About two-thirds into the recent Oscar-nominated documentary Free Solo, Alex Honnold is balancing between two tiny rock nubs more than 1,000 feet above Yosemite’s valley floor; his feet are smeared against the granite, held by friction. He has no rope, no pack, no snacks — all accoutrements any other human would consider mandatory while ascending El Capitan, North America’s tallest vertical rock face. But Honnold doesn’t think he needs them.

His plan is to reach El Cap’s 3,200-foot summit, where a crew of friends and filmmakers await with celebratory offerings, before lunch.

But first, he has to get past what’s known as the “Boulder Problem” — a faith-and-friction move from the two rock nubs with practically non-existent foot holds, to grip a small protrusion the size of a kid’s nose, on which you then switch hands, shuffle your feet a few inches over, and kick out your foot in the hopes that it’ll land securely on the granite face opposite a nauseating mini-chasm with hundreds of feet of air gushing down below.
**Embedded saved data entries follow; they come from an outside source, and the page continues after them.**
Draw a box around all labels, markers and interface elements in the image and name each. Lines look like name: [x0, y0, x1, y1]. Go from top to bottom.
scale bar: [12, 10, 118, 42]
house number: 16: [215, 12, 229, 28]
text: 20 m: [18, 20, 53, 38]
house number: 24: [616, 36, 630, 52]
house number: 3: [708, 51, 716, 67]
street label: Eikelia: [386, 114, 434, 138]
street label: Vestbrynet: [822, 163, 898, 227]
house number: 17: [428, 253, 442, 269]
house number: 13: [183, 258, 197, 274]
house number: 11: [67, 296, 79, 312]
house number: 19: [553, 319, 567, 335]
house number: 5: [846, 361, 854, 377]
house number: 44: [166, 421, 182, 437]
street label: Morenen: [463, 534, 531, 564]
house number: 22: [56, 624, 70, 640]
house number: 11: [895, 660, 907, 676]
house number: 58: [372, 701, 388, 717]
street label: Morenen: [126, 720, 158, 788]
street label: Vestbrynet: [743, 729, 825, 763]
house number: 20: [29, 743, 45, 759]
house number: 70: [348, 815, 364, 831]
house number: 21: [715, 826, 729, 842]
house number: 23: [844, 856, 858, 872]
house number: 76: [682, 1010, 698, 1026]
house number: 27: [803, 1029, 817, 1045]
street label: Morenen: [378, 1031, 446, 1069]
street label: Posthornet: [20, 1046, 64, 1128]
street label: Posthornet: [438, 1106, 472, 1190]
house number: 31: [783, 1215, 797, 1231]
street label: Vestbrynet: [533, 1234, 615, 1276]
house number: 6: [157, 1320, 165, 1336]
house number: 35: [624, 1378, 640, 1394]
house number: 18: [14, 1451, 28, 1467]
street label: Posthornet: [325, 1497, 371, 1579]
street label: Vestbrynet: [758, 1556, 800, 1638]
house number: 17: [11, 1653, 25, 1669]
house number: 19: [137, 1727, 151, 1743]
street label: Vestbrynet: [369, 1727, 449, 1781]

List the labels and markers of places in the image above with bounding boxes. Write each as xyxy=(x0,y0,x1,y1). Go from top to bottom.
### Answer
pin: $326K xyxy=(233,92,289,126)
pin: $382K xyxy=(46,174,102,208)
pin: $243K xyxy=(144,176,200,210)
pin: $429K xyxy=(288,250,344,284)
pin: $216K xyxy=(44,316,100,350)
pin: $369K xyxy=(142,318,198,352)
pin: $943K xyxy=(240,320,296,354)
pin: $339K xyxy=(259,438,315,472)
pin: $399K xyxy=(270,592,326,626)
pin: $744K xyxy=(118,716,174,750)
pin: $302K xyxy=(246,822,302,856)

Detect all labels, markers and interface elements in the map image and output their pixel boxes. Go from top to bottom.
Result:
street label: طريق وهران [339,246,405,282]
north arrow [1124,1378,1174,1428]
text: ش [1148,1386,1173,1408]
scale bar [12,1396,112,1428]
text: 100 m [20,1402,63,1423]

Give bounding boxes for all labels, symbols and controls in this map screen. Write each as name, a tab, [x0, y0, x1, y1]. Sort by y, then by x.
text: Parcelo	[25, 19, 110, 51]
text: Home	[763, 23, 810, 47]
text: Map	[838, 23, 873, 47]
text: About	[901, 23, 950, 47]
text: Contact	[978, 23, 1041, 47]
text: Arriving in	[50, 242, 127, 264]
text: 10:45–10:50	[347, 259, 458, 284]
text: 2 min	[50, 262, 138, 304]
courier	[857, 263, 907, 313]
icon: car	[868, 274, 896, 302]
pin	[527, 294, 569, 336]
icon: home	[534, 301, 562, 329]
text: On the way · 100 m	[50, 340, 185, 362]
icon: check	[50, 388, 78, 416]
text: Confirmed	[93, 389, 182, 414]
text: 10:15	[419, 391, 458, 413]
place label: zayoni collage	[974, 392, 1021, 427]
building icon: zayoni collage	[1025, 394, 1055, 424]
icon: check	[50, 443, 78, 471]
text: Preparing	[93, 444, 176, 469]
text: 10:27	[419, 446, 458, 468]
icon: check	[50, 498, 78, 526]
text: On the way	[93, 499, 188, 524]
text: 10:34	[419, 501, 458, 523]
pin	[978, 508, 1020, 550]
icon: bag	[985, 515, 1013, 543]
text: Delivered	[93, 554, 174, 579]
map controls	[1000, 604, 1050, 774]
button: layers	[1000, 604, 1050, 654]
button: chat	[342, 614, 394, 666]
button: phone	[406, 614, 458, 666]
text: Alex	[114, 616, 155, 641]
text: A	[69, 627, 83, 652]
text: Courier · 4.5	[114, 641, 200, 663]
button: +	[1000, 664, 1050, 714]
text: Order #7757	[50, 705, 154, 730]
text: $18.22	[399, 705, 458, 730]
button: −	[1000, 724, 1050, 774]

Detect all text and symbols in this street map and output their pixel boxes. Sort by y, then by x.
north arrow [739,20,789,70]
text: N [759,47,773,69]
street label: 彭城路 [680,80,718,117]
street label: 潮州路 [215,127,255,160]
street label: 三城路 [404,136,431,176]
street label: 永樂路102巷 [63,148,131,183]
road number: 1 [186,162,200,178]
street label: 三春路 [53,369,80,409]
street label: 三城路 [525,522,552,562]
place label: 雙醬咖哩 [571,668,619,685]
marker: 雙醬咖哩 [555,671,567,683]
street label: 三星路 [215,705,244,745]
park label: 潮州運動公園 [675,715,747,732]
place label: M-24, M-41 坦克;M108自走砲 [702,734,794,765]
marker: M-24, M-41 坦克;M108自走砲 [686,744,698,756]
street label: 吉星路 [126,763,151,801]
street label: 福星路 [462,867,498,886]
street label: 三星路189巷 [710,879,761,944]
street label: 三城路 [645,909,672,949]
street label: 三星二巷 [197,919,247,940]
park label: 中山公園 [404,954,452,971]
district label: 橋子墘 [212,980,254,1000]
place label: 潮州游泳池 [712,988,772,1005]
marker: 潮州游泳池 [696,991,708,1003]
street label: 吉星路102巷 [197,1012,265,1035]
And then, if you manage that, you push yourself up just enough to slip a few fingers into an overhead crack no bigger than a tube of toothpaste and move the rest of your body over the chasm. Without a rope.

He starts. Every palm in the movie theater sweats. He shuffles his feet over. People cover their eyes, forget their popcorn. He kicks his foot out and lets himself fall into the pad of his climbing shoe. Someone gasps in the front row. He slides his fingers into the crack. A pin drop would now be audible in the dark auditorium. Honnold looks directly at the camera, a remote system that Jimmy Chin, the famed National Geographic cinematographer and decorated climber, has set up a few feet left of the move. Honnold flashes a smile. He knows in that moment, with the hardest singular move of the route now under his belt, that instead of death, he is going to achieve “one of the great athletic feats of any kind, ever,” as the New York Times would later write on its front page. He reaches the top, and everyone — fellow professional climbers and curious, everyday people venturing to the movie theater alike — relaxes.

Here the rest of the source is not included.